Через неделю Глинские явились с внеплановой проверкой своего питомца. Им, видите ли, показалось, что с попугаем плохо обращаются. На кухне ему душно, да и плита у Сапагиных газовая, а птице нужен свежий воздух. Нина, которая больше всего на свете боялась, что ара простудится, доказывала Глинским, что в комнатах зимой прохладно, и в форточки дует, а в кухне горелки зажжёшь – и тепло. Но Глинские упёрлись: птице на кухне не айс, и кормят они его не тем кормом, для ара специальный корм продаётся. И вода в поилке тёплая (Инна проверяла, окунув в воду палец), а должна быть холодная. И Танька ему грубит, а у птицы тонко организованная нервная система, и если так и дальше будет продолжаться, то попугай свои триста лет не проживёт, раньше сдохнет.

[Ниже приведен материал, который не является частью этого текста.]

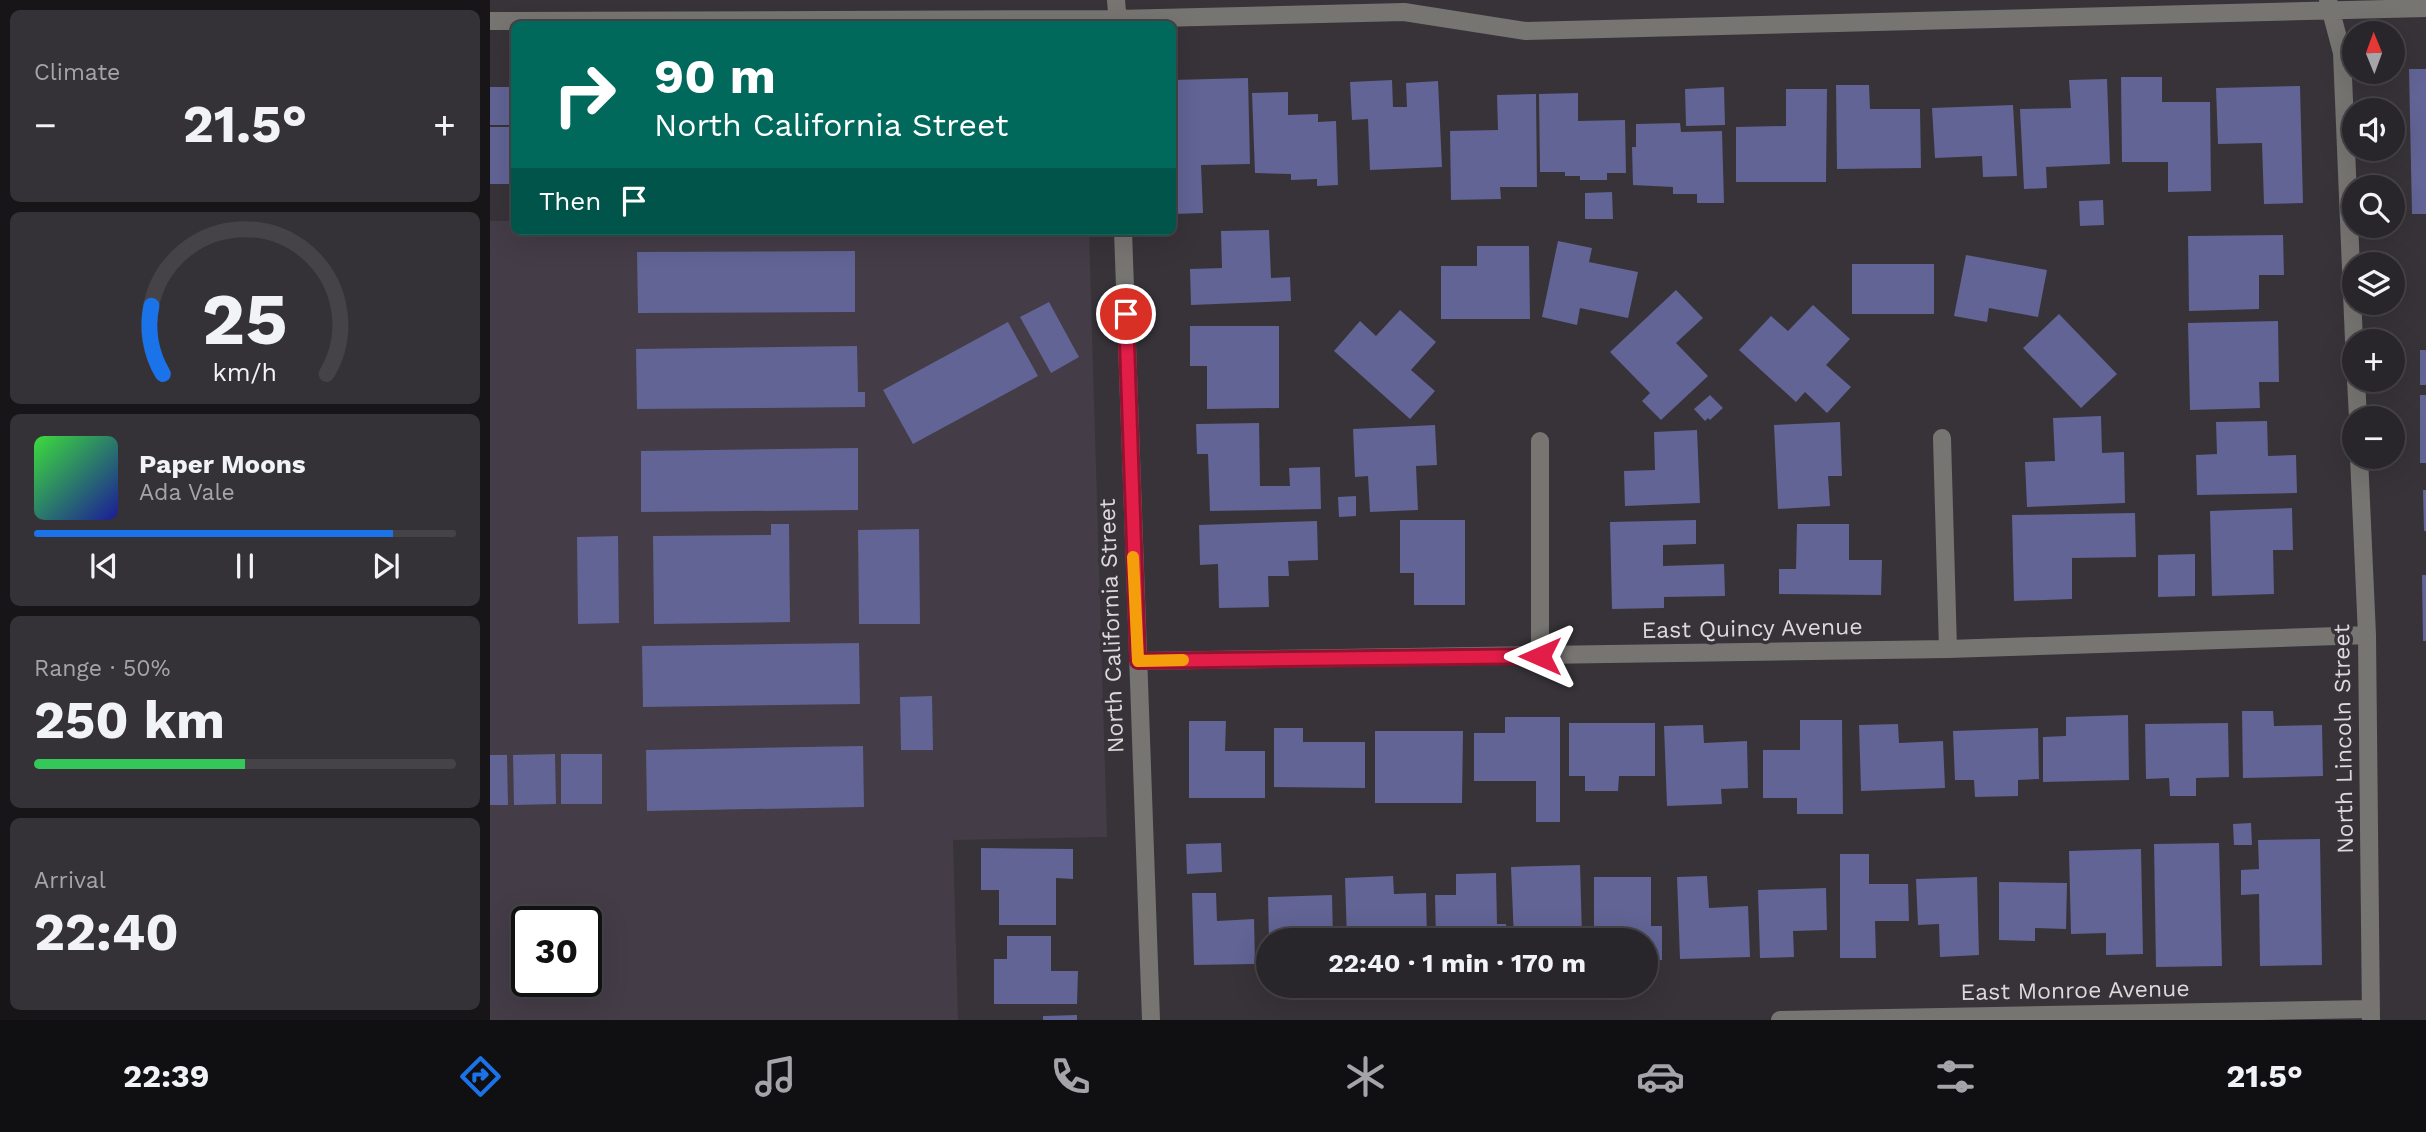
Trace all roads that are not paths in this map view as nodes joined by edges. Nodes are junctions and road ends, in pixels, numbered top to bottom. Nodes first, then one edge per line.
1 (1116, 0) edge
2 (2329, 5) edge
3 (2426, 8) edge
4 (490, 21) edge
5 (511, 21) edge
6 (1117, 21) edge
7 (1146, 21) edge
8 (1123, 235) edge
9 (2354, 329) edge
10 (1942, 438) dead end
11 (1540, 441) dead end
12 (2360, 469) edge
13 (2367, 635) junction
14 (1948, 649) junction
15 (1540, 656) junction
16 (1138, 661) junction
17 (2371, 1014) edge
18 (1151, 1020) edge
19 (1780, 1020) edge

1 - 6 street
2 - 3 street
2 - 7 street
2 - 9 street
4 - 5 street
8 - 16 street, North California Street
10 - 14 street
11 - 15 street
12 - 13 street, North Lincoln Street
13 - 14 street, East Quincy Avenue
13 - 17 street, North Lincoln Street
14 - 15 street, East Quincy Avenue
15 - 16 street, East Quincy Avenue
16 - 18 street, North California Street
17 - 19 street, East Monroe Avenue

Танька пришла в ярость – она не грубит, это ара над ней постоянно издевается и нарочно кашляет. Нина с трудом сдерживала гнев: пришли учить… сами подарили, а теперь упрекают! Олег пытался обратить всё в шутку, но шутить никому не хотелось, и Глинские, посидев для приличия полчаса, откланялись.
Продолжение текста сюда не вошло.